The second lawsuit is the case underlying this appeal. While their petition in intervention was still pending in the County Court at Law No. 1, the Garcia Plaintiffs filed an inverse condemnation claim in a separate court—the 430th District Court. The Garcia Plaintiffs sought damages for the City’s failure to enforce the injunction, asserted ultra vires claims against various city officials and councilmembers for rezoning the property, alleged negligence by Escamilla and Easton, and requested a declaratory judgment and injunction holding the rezoning void. The City filed a plea to the jurisdiction. The trial court dismissed the claims against the city officials but denied the City’s plea as to the declaratory judgment and inverse condemnation claims.

On appeal, the Thirteenth Court analyzed whether the trial court properly denied the City’s plea to the jurisdiction.
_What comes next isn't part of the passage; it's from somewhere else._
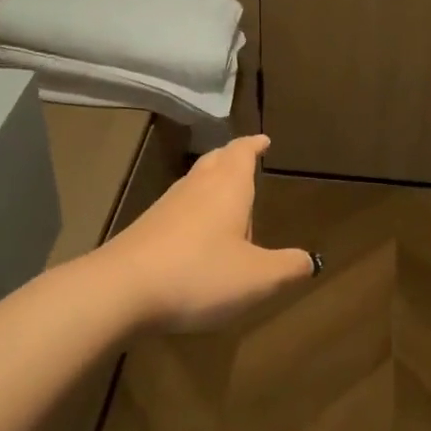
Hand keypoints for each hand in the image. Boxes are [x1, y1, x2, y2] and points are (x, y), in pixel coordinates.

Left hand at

Held: The trial court properly denied the City’s plea to the jurisdiction with respect to the inverse condemnation claim; properly granted the plea with respect to the ultra vires claims; but erred by denying the plea as to the declaratory judgment claim. The judgment was affirmed in part and reversed in part.

Declaratory Judgment

First, the City argued that Garcia did not provide sufficient evidence to establish jurisdiction over the declaratory judgment action. The Thirteenth Court noted that it would first look to the face of the pleadings to determine the lack of jurisdiction, and it would only consider the City’s additional evidence if necessary.
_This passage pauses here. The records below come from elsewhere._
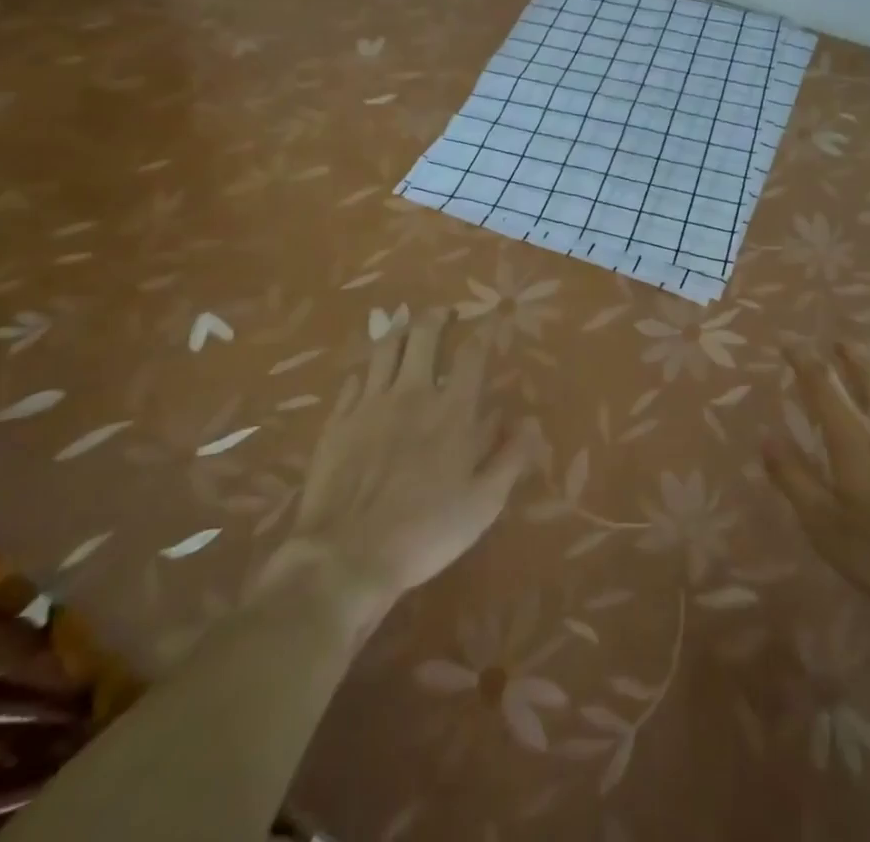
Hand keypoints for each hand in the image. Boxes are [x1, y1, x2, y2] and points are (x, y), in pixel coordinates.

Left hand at [250, 309, 535, 615]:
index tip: (490, 320)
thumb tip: (531, 421)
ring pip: (386, 348)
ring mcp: (370, 404)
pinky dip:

Section 65.023(b) of the Texas Civil Practice and Remedies Code requires an action to enjoin execution of a judgment to be brought in the court in which the judgment was rendered.  The requirement is jurisdictional for the filing party to have standing. Yet, here, the Garcia Plaintiffs attack the County Court at Law No. 1’s judgment in a suit filed in the 430th District Court. The Garcia Plaintiffs did not even update their petition or address the findings of fact and conclusions of law issued by the County Court at Law No. 1, vacating the original injunction. Although the 430th District Court’s lack of jurisdiction was not apparent from the face of the pleadings, the City attached copies of the findings of fact and conclusions of law, as well as the dismissal issued by the County Court at Law No. 1. Thus, the Garcia Plaintiffs did not have standing to bring the claim in the 430th District Court, and the declaratory judgment action must be dismissed.

Inverse Condemnation

The City next challenged the trial court’s failure to grant its plea to the jurisdiction with respect to the inverse condemnation claim. To show jurisdiction over the inverse condemnation claim, the Garcia Plaintiffs were required to show that there was a disputed material fact issue regarding jurisdiction, and that the issue should be left to the factfinder. The Garcia Plaintiffs claimed that the rezoning of the relevant lot devalued their properties and that the City had not adequately compensated them for the loss. Such allegations were not only made in the Garcia Plaintiffs’ pleadings, but supported by evidence attached to the pleadings. Thus, the jurisdictional issue must be left to the factfinder and the trial court did not err in denying the City’s plea regarding the inverse condemnation claim.

Ultra Vires

Finally, the City challenged the trial court’s failure to grant its plea with respect to the ultra vires claims. The Garcia Plaintiffs contended that the city officials acted outside their authority by rezoning the plot at issue even though there was an injunction in place regarding the use of the property. However, the original permanent injunction explicitly recognized that the zoning ordinances would be modified from time to time, and the Garcia Plaintiffs failed to show how the rezoning modification was not within the city officials’ discretion. The 430th District Court thus properly dismissed the ultra vires claims.